[Saved data entries]
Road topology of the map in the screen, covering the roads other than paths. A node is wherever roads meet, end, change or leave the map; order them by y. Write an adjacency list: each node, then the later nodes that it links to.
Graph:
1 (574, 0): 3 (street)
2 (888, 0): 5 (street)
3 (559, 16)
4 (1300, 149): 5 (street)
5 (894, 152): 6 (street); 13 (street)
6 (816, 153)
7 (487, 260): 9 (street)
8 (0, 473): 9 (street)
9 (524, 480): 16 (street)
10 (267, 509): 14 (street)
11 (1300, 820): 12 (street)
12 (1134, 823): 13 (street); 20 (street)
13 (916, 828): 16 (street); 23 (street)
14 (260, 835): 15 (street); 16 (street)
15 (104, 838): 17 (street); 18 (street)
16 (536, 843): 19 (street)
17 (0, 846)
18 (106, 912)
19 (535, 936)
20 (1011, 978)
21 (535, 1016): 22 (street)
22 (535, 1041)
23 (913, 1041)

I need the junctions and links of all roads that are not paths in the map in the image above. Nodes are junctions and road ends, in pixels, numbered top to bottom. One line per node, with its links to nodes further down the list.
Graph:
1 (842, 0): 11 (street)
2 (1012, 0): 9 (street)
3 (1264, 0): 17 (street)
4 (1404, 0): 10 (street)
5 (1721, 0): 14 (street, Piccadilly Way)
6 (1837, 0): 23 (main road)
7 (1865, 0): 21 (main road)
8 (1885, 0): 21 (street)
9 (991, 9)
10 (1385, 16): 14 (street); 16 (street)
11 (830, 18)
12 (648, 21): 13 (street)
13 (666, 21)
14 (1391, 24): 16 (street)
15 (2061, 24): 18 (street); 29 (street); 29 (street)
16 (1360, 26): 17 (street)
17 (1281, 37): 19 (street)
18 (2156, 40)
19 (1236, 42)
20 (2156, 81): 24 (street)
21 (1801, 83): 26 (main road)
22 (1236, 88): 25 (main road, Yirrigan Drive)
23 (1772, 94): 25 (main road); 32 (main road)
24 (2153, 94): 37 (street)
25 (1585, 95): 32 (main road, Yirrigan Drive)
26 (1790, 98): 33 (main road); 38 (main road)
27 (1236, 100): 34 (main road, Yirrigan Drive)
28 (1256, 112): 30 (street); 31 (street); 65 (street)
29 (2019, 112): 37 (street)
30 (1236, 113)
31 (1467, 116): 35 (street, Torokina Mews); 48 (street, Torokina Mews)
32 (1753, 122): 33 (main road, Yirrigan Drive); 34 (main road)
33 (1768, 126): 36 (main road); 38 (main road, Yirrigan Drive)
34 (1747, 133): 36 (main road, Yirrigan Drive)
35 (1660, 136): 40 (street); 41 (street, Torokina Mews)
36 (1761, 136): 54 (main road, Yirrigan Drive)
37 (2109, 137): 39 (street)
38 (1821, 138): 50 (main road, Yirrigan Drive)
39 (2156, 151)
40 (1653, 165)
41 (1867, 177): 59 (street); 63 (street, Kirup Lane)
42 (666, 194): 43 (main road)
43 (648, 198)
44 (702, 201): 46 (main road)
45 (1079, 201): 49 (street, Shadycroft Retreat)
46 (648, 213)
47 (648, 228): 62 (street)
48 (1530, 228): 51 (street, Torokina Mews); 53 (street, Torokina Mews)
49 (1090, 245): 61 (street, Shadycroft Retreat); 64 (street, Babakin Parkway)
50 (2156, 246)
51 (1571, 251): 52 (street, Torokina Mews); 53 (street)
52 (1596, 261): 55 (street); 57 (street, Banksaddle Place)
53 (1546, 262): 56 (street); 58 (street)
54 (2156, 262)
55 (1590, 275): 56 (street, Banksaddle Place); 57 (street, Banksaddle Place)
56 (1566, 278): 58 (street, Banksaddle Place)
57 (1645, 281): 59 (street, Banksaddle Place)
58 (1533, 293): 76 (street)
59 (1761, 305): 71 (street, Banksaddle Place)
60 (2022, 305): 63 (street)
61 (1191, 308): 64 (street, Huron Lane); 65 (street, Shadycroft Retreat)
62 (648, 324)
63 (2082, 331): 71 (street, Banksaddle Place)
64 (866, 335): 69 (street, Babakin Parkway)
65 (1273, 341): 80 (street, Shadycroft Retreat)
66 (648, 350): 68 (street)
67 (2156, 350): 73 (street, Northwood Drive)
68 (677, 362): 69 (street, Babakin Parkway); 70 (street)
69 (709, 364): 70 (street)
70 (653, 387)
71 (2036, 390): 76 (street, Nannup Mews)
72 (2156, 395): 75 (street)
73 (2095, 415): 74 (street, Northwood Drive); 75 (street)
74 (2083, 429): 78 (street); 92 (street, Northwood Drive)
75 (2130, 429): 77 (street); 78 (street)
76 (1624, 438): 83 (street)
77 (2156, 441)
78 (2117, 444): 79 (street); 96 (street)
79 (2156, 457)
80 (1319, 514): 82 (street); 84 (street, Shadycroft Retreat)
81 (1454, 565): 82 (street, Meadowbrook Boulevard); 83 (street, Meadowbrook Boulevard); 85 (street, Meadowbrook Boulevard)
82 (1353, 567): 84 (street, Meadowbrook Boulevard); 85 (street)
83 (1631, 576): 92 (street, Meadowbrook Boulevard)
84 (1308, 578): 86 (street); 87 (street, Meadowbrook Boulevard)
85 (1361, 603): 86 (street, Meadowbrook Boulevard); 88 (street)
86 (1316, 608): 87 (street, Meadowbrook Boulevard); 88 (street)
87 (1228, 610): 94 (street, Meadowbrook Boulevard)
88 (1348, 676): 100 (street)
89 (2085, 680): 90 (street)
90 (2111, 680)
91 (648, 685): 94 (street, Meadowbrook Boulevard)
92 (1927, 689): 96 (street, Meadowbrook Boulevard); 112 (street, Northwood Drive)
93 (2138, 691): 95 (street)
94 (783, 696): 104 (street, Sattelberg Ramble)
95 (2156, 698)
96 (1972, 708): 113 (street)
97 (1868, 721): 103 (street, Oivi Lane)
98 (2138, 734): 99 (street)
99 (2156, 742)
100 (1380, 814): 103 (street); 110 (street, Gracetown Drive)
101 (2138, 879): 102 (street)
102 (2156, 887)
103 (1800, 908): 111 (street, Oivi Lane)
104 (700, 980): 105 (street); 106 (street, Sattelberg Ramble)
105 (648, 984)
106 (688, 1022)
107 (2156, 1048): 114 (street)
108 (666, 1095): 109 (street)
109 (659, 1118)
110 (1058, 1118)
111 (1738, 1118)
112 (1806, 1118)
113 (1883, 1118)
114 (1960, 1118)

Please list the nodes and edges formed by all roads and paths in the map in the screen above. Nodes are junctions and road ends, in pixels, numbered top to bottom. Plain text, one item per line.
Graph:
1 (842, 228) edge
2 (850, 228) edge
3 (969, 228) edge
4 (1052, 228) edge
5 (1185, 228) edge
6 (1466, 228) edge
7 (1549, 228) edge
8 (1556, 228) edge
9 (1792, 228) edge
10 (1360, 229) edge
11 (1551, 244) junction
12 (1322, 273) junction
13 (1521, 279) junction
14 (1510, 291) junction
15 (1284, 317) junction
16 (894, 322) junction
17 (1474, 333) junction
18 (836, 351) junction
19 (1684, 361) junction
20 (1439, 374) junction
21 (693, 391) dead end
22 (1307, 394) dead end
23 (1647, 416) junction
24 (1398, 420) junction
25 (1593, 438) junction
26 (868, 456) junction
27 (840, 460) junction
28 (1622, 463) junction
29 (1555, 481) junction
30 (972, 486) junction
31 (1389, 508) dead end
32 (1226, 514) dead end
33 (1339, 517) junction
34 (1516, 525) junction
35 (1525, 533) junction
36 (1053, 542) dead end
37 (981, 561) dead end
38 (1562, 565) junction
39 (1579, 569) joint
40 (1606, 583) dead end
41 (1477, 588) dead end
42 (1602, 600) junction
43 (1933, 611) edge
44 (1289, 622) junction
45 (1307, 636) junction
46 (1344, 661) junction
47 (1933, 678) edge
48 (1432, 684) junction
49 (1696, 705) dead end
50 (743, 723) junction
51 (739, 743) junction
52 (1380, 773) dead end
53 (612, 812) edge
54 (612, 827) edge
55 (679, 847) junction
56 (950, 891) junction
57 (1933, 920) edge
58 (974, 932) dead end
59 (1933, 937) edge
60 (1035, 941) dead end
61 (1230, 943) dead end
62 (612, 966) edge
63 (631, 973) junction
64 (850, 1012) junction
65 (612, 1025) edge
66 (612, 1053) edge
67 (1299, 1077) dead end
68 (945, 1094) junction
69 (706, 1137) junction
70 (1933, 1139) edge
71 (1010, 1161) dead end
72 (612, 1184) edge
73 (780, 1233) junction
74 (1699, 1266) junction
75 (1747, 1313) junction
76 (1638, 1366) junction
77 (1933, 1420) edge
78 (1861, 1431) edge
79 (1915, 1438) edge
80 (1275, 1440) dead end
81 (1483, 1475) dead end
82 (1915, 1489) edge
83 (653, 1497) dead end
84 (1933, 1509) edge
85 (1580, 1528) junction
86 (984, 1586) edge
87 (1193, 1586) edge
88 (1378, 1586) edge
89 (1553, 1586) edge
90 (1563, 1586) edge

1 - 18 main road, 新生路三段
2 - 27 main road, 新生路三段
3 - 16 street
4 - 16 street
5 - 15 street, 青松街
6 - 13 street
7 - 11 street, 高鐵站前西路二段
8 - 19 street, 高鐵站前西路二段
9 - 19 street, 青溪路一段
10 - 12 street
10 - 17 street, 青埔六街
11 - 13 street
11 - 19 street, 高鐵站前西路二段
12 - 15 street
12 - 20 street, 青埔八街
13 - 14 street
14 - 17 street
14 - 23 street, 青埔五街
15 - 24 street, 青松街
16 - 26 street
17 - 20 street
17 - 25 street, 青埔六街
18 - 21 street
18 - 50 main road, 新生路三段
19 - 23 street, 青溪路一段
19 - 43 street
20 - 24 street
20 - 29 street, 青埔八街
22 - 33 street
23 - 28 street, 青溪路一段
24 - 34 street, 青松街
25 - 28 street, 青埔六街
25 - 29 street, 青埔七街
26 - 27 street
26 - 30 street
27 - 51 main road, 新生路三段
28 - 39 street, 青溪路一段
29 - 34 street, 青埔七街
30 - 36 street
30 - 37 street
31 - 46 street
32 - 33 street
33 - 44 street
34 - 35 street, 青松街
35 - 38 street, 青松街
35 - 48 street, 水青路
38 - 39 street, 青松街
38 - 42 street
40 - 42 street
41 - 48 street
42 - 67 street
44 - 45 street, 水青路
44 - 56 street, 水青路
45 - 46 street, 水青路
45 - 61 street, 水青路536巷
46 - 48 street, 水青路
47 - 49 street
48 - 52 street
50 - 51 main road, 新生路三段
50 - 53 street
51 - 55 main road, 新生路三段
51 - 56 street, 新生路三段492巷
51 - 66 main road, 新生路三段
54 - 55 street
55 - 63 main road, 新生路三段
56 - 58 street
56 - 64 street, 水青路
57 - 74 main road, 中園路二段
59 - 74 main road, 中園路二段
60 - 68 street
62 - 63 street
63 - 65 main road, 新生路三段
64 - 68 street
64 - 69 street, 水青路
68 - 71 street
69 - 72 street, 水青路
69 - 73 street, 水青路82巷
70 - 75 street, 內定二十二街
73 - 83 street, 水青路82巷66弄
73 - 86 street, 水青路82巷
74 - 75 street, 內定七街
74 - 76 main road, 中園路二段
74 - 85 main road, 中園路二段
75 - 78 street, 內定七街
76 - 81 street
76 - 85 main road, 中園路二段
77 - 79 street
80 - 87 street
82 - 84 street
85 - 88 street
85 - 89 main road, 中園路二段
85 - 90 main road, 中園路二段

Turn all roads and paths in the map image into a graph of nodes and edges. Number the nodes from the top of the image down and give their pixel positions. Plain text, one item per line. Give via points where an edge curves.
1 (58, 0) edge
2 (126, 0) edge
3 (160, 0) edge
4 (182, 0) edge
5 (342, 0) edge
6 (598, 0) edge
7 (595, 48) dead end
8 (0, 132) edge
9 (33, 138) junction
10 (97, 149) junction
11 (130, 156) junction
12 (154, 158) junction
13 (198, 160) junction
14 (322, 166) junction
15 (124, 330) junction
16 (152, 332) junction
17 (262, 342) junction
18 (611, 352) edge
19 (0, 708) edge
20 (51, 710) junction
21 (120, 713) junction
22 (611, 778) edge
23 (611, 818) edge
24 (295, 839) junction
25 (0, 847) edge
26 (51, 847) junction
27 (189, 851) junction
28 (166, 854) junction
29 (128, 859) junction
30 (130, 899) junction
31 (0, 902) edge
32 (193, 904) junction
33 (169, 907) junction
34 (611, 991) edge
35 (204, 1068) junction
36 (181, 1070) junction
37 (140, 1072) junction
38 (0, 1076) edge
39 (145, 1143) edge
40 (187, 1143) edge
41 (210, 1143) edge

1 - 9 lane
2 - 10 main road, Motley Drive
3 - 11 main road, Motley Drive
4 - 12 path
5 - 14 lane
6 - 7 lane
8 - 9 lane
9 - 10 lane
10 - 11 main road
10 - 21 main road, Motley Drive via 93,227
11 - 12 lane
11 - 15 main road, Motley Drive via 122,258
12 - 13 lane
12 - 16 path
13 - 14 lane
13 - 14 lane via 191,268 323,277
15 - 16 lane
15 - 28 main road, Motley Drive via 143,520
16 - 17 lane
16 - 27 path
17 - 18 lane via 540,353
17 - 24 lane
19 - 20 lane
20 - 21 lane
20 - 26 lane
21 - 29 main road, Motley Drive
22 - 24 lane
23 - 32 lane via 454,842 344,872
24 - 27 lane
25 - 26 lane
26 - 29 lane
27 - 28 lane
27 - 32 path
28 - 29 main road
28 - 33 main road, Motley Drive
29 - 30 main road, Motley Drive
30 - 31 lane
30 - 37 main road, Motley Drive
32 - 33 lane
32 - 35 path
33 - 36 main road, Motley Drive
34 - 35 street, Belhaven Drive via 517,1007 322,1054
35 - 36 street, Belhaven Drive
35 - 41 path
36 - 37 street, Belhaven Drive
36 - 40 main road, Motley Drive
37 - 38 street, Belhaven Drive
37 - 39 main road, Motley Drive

# Exercise directions:
Starting with the first line above and ending with the line that holds "I need the junctions", restate each line word for word and add nothing else.

# Finished task:
Road topology of the map in the screen, covering the roads other than paths. A node is wherever roads meet, end, change or leave the map; order them by y. Write an adjacency list: each node, then the later nodes that it links to.
Graph:
1 (574, 0): 3 (street)
2 (888, 0): 5 (street)
3 (559, 16)
4 (1300, 149): 5 (street)
5 (894, 152): 6 (street); 13 (street)
6 (816, 153)
7 (487, 260): 9 (street)
8 (0, 473): 9 (street)
9 (524, 480): 16 (street)
10 (267, 509): 14 (street)
11 (1300, 820): 12 (street)
12 (1134, 823): 13 (street); 20 (street)
13 (916, 828): 16 (street); 23 (street)
14 (260, 835): 15 (street); 16 (street)
15 (104, 838): 17 (street); 18 (street)
16 (536, 843): 19 (street)
17 (0, 846)
18 (106, 912)
19 (535, 936)
20 (1011, 978)
21 (535, 1016): 22 (street)
22 (535, 1041)
23 (913, 1041)

I need the junctions and links of all roads that are not paths in the map in the image above. Nodes are junctions and road ends, in pixels, numbered top to bottom. One line per node, with its links to nodes further down the list.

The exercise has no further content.